I told you: what goes around comes around. It was a lovely pale blue thoroughbred with a column shift, a mile of bonnet in front of you, and a mile of tail behind you. I’ve told you about Eve; she with whom both James and I had taken a walk in the park. I’d skipped into the bar to find her and Maggs chatting away like old friends: I cannot understand women sometimes. When she said she wanted to get rid of the Sunbeam we did a deal there and then, and I’d paid her three hundred quid for it.

  I folded the hood away, and howled down to Brighton before turning north: I wanted to open her up along the A23, then slip across and see what she’d do over the Hog’s Back. The answer was damn near a ton, and that was good enough for me. Maybe I’d challenge Flash Harry to a race down to the Ace of Spades Café some day – the kids had started to do that on motorbikes.

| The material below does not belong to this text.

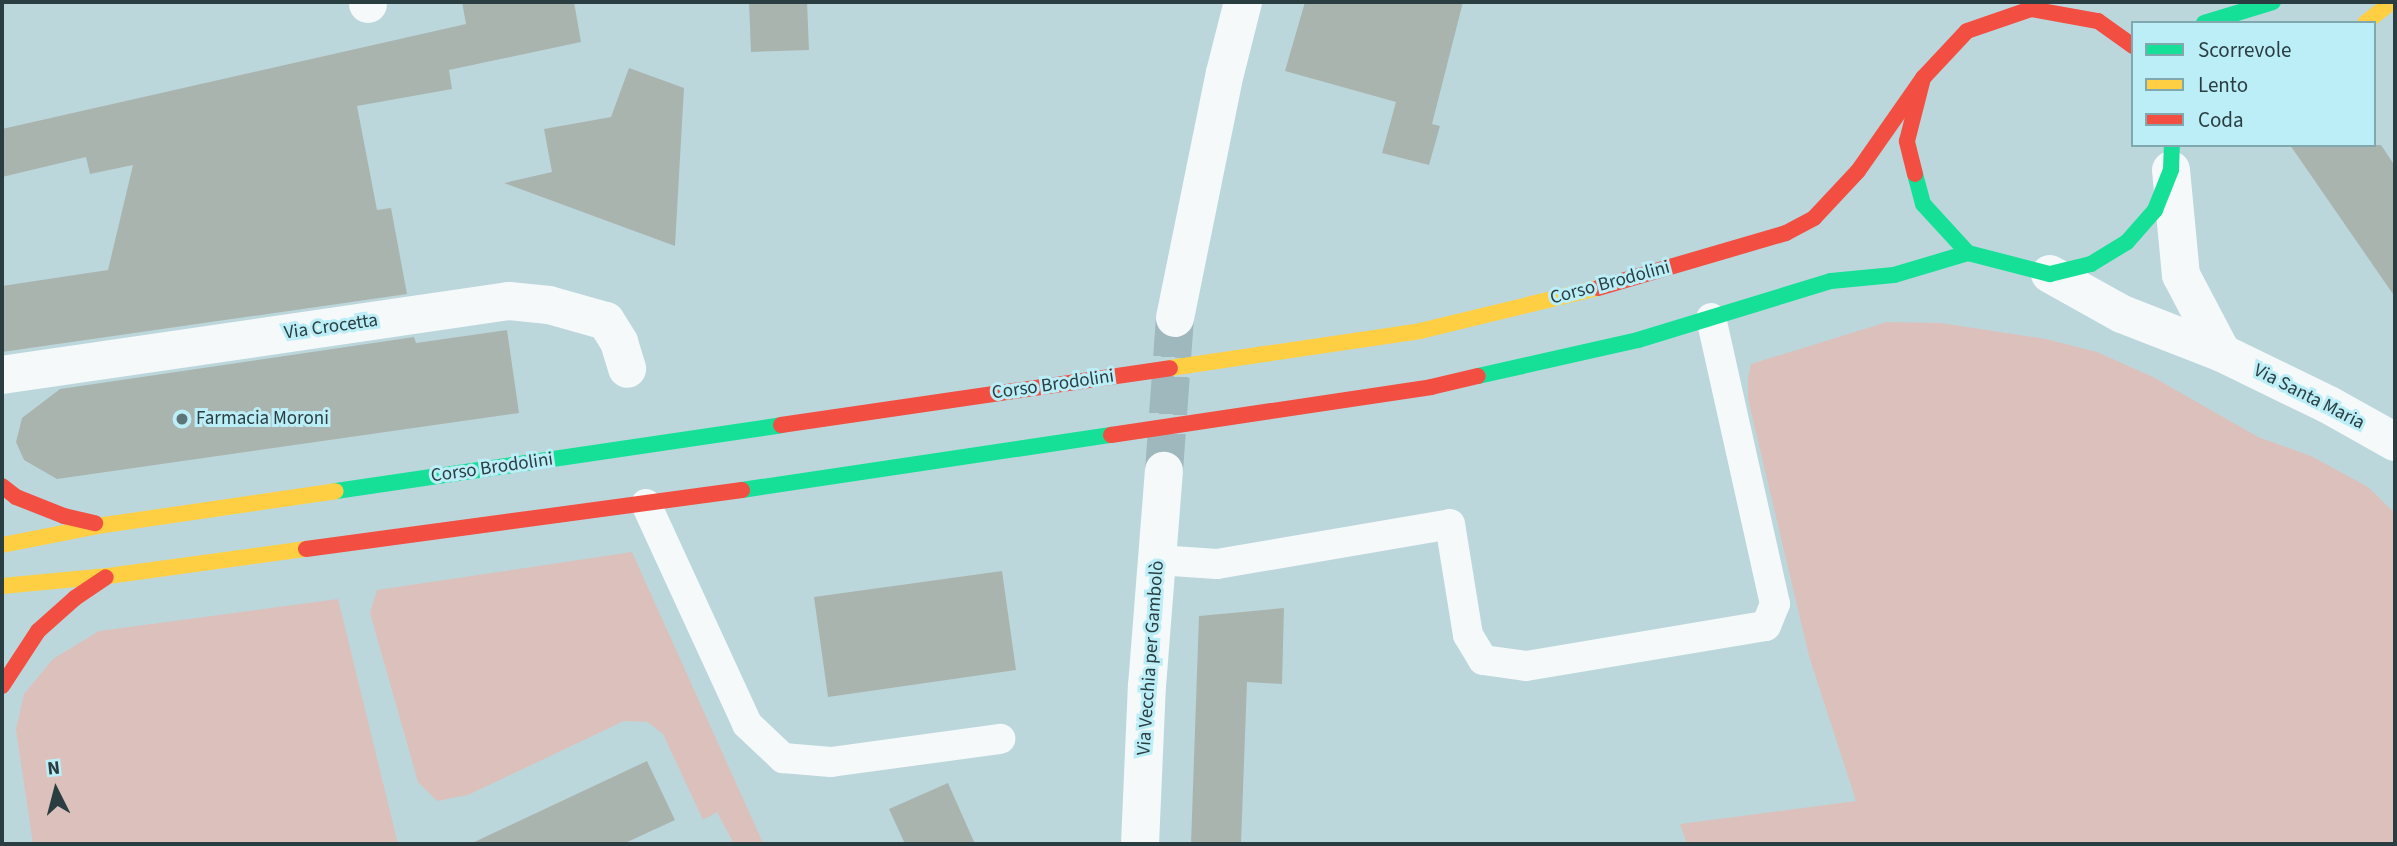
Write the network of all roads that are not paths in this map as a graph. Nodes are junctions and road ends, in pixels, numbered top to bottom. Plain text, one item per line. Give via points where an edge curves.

  I did something brave: I booked into Green’s, the hotel that we always used to use in the war. By we, I mean the bomber crew I’d flown with – Tuesday’s children. I had been unable to set a foot over the doorstep for years after the war ended: it had been a ‘bomber’ hotel, one of several in the city. I’d only been back a half-dozen times since then, and when I did the ghosts never failed to come crowding round.

  After I’d booked in I called the Handels in the Savoy. Doris answered the telephone.

  ‘Where are you, Charlie?’

  ‘Green’s. We used to use it in the war – not too far from you.’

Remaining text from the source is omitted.